Flexc++(1) was designed after flex(1) and flex++(1). Like these latter two programs flexc++ generates code performing pattern-matching on text, possibly executing actions when certain regular expressions are recognized.
Refer to flexc++(1) for a general overview. This manual page covers the Application Programmer's Interface of classes generated by flexc++, offering the following sections:
The complete list of affected names is:
ActionType_, Leave_, StartConditon_, PostEnum_;
actionType_, continue_, echoCh_, echoFirst_, executeAction_, getRange_, get_, istreamName_, lex_, lop1_, lop2_, lop3_, lop4_, lopf_, matched_, noReturn_, print_, pushFront_, reset_, return_;
d_in_ d_token_ s_finIdx_, s_interactive_, s_maxSizeofStreamStack_, s_nRules_, s_rangeOfEOF_, s_ranges_, s_rf_.
An interactive scanner is characterized by the fact that scanning is postponed until an end-of-line character has been received, followed by reading all information on the line, read so far. Flexc++ supports the %interactive directive), generating an interactive scanner. Here it is assumed that Scanner is the name of the scanner class generated by flexc++.
Caveat: generating interactive and non-interactive scanners should not be mixed as their class organizations fundamentally differ, and several of the Scanner class's members are only available in the non-interactive scanner. As the Scanner.h file contains the Scanner class's interface, which is normally left untouched by flexc++, flexc++ cannot adapt the Scanner class when requested to change the interactivity of an existing Scanner class. Because of this support for the --interactive option was discontinued at flexc++'s 1.01.00 release.
The interactive scanner generated by flexc++ has the following characteristics:
- If the token returned by the scanner is not equal to 0 it is returned as then next token;
- Otherwise the next line is retrieved from the input stream passed to the Scanner's constructor (by default std::cin). If this fails, 0 is returned.
- A '\n' character is appended to the just read line, and the scanner's std::istringstream base class object is re-initialized with that line;
- The member lex_ returns the next token.
Here is an example of how such a scanner could be used:
// scanner generated using 'flexc++ lexer' with lexer containing // the %interactive directive int main() { Scanner scanner; // by default: read from std::cin while (true) { cout << "? "; // prompt at each line while (true) // process all the line's tokens { int token = scanner.lex(); if (token == '\n') // end of line: new prompt break; if (token == 0) // end of input: done return 0; // process other tokens cout << scanner.matched() << '\n'; if (scanner.matched()[0] == 'q') return 0; } } }
By default, flexc++ generates a file Scanner.h containing the initial interface of the scanner class performing the lexical scan according to the specifications given in flexc++'s input file. The name of the file that is generated can easily be changed using flexc++'s --class-header option. In this man-page we'll stick to using the default name.
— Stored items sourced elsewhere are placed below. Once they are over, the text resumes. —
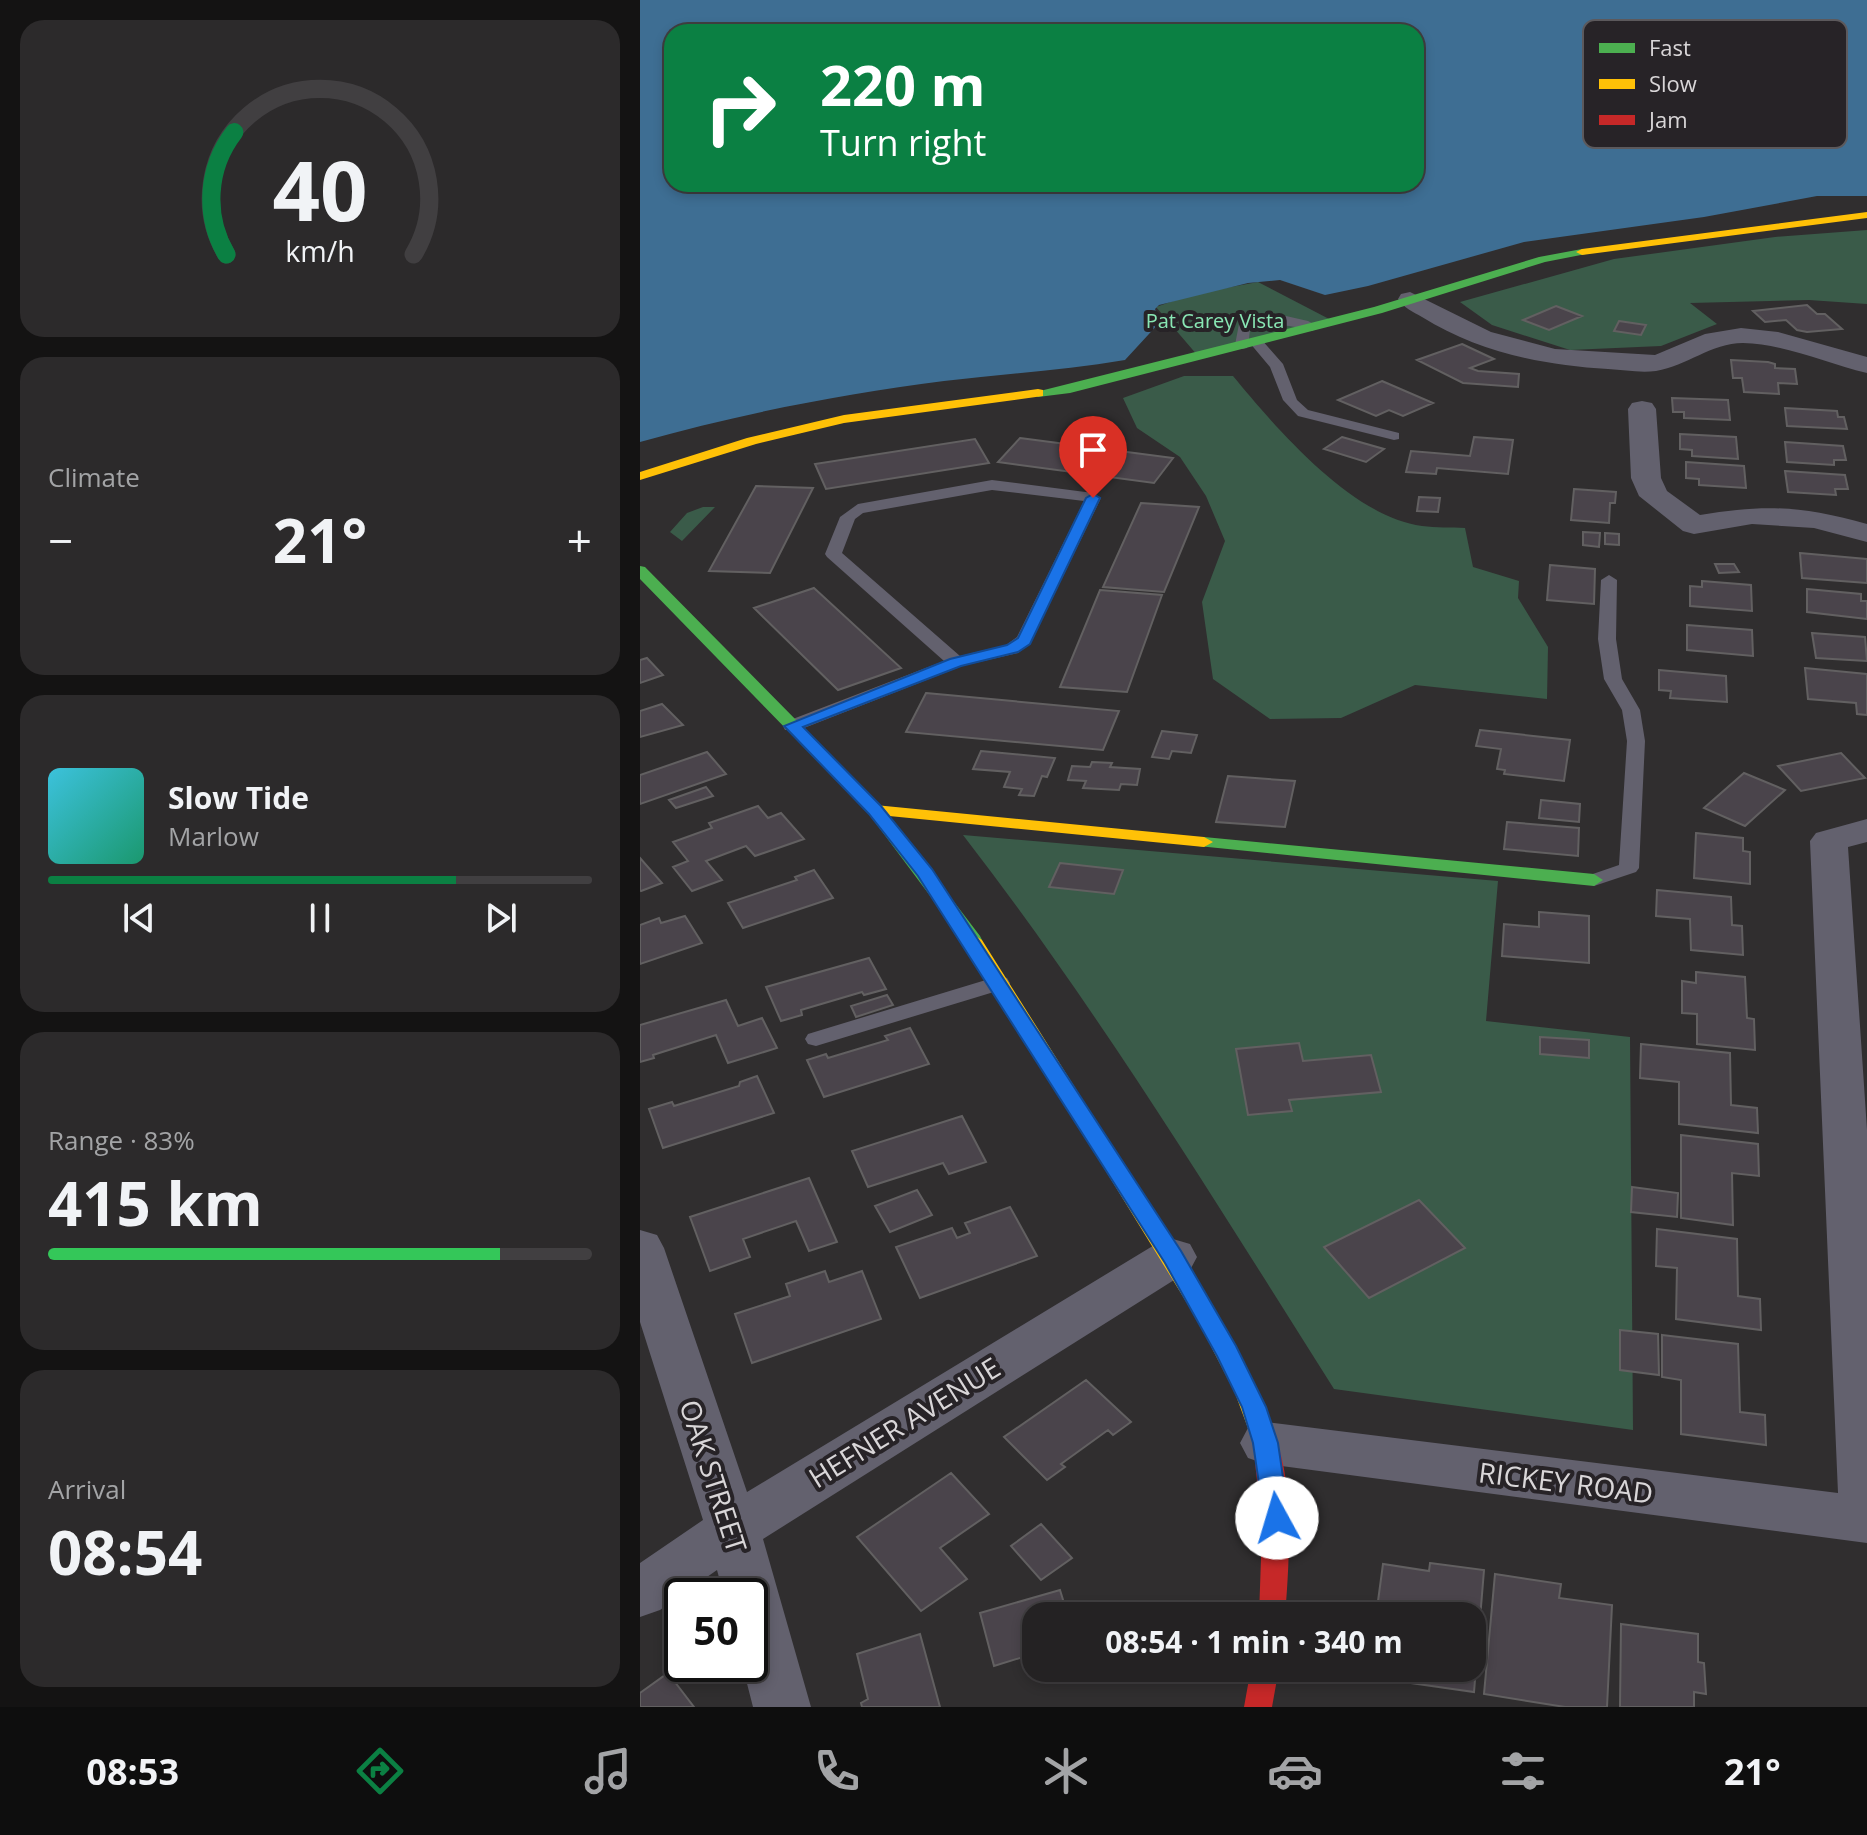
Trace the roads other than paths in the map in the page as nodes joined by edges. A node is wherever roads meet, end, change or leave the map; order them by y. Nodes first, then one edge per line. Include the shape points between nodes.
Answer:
1 (1867, 215) edge
2 (1410, 299) junction
3 (1248, 343) junction
4 (1867, 365) edge
5 (1642, 409) dead end
6 (1394, 436) dead end
7 (640, 476) edge
8 (1867, 533) edge
9 (640, 570) edge
10 (1609, 580) dead end
11 (956, 662) junction
12 (792, 726) junction
13 (875, 810) junction
14 (1848, 835) edge
15 (1594, 880) joint
16 (999, 983) junction
17 (816, 1039) dead end
18 (640, 1248) edge
19 (1173, 1257) junction
20 (1266, 1443) junction
21 (1867, 1520) edge
22 (733, 1529) junction
23 (640, 1593) edge
24 (1273, 1602) edge
25 (1262, 1682) edge
26 (782, 1707) edge
27 (1258, 1707) edge

1 - 2 main road via 1576,253
2 - 3 main road
2 - 4 street via 1445,322 1504,348 1581,360 1656,363 1722,337 1736,337 1765,338
3 - 6 lane via 1280,373 1291,405 1303,413
3 - 7 main road via 1070,389 829,422
5 - 8 street via 1646,478 1654,496 1694,525 1752,515 1815,519
9 - 12 main road
10 - 15 lane via 1607,639 1613,679 1631,710 1635,807 1629,868
11 - 11 lane via 833,554 848,517 873,505 992,485 1093,498 1024,640 1012,649
11 - 12 lane
12 - 13 main road
13 - 15 main road
13 - 16 main road via 926,873
14 - 21 street
16 - 17 lane
16 - 19 main road
18 - 22 street, OAK STREET
19 - 20 main road via 1228,1352
19 - 22 street, HEFNER AVENUE
20 - 21 street, RICKEY ROAD
20 - 24 main road via 1277,1518
22 - 23 street, HEFNER AVENUE
22 - 26 street, OAK STREET
25 - 27 main road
The file Scanner.h is generated only once, unless an explicit request is made to rewrite it (using flexc++'s --force-class-header option).
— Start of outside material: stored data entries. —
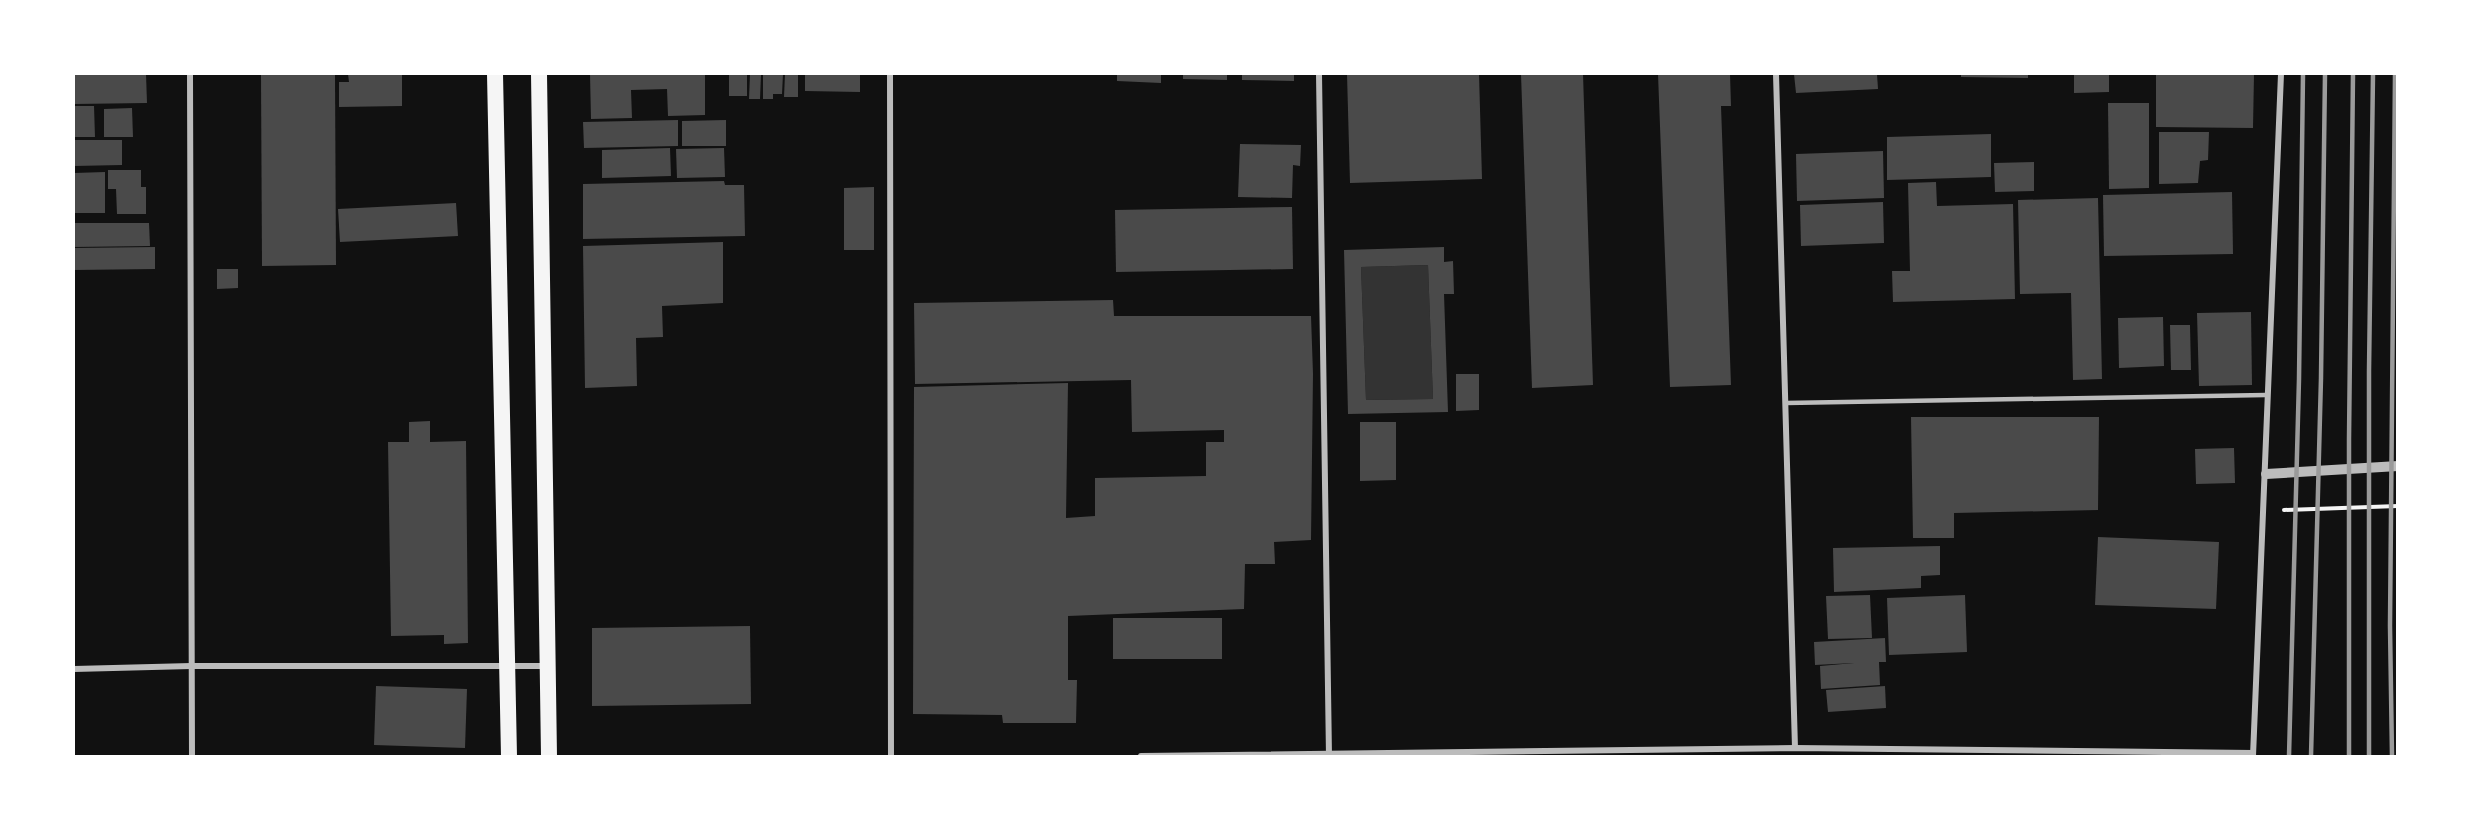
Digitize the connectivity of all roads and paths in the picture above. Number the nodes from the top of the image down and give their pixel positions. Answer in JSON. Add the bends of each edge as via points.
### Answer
{"nodes":[{"id":1,"x":190,"y":74,"type":"edge"},
{"id":2,"x":495,"y":74,"type":"edge"},
{"id":3,"x":539,"y":74,"type":"edge"},
{"id":4,"x":890,"y":74,"type":"edge"},
{"id":5,"x":1319,"y":74,"type":"edge"},
{"id":6,"x":1776,"y":74,"type":"edge"},
{"id":7,"x":2281,"y":74,"type":"edge"},
{"id":8,"x":2266,"y":394,"type":"junction"},
{"id":9,"x":1786,"y":403,"type":"junction"},
{"id":10,"x":2397,"y":466,"type":"edge"},
{"id":11,"x":2266,"y":474,"type":"junction"},
{"id":12,"x":2397,"y":506,"type":"edge"},
{"id":13,"x":2262,"y":511,"type":"junction"},
{"id":14,"x":191,"y":666,"type":"junction"},
{"id":15,"x":508,"y":666,"type":"junction"},
{"id":16,"x":547,"y":666,"type":"junction"},
{"id":17,"x":74,"y":669,"type":"edge"},
{"id":18,"x":1795,"y":748,"type":"junction"},
{"id":19,"x":1329,"y":755,"type":"edge"},
{"id":20,"x":2253,"y":755,"type":"edge"},
{"id":21,"x":192,"y":756,"type":"edge"},
{"id":22,"x":510,"y":756,"type":"edge"},
{"id":23,"x":549,"y":756,"type":"edge"},
{"id":24,"x":891,"y":756,"type":"edge"},
{"id":25,"x":1141,"y":756,"type":"edge"}],
"edges":[{"from":1,"to":14,"type":"street"},
{"from":2,"to":15,"type":"highway"},
{"from":3,"to":16,"type":"highway"},
{"from":4,"to":24,"type":"street"},
{"from":5,"to":19,"type":"street"},
{"from":6,"to":9,"type":"street"},
{"from":7,"to":8,"type":"street"},
{"from":8,"to":9,"type":"lane"},
{"from":8,"to":11,"type":"street"},
{"from":9,"to":18,"type":"street"},
{"from":10,"to":11,"type":"street"},
{"from":11,"to":13,"type":"street"},
{"from":12,"to":13,"type":"path"},
{"from":13,"to":20,"type":"street"},
{"from":14,"to":15,"type":"street"},
{"from":14,"to":17,"type":"street"},
{"from":14,"to":21,"type":"street"},
{"from":15,"to":16,"type":"street"},
{"from":15,"to":22,"type":"highway"},
{"from":16,"to":23,"type":"highway"},
{"from":18,"to":19,"type":"street"},
{"from":18,"to":20,"type":"street"},
{"from":19,"to":25,"type":"street"}]}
The provided interface is very light-weight, primarily offering a link to the scanner's base class (see this manpage's sections 8 through 16).
Many of the facilities offered by the scanner class are inherited from the ScannerBase base class. Additional facilities offered by the Scanner class. are covered below.
All symbols that are required by the generated scanner class end in an underscore character (e.g., executeAction_). These names should not be redefined. As they are part of the Scanner and ScannerBase class their scope is immediately clear and confusion with identically named identifiers elsewhere is unlikely.
Some member functions do not use the underscore convention. These are the scanner class's constructors, or names that are similar or equal to names that have historically been used (e.g., length). Also, some functions are offered offering hooks into the implementation (like preCode). The latter category of function also have names that don't end in underscores.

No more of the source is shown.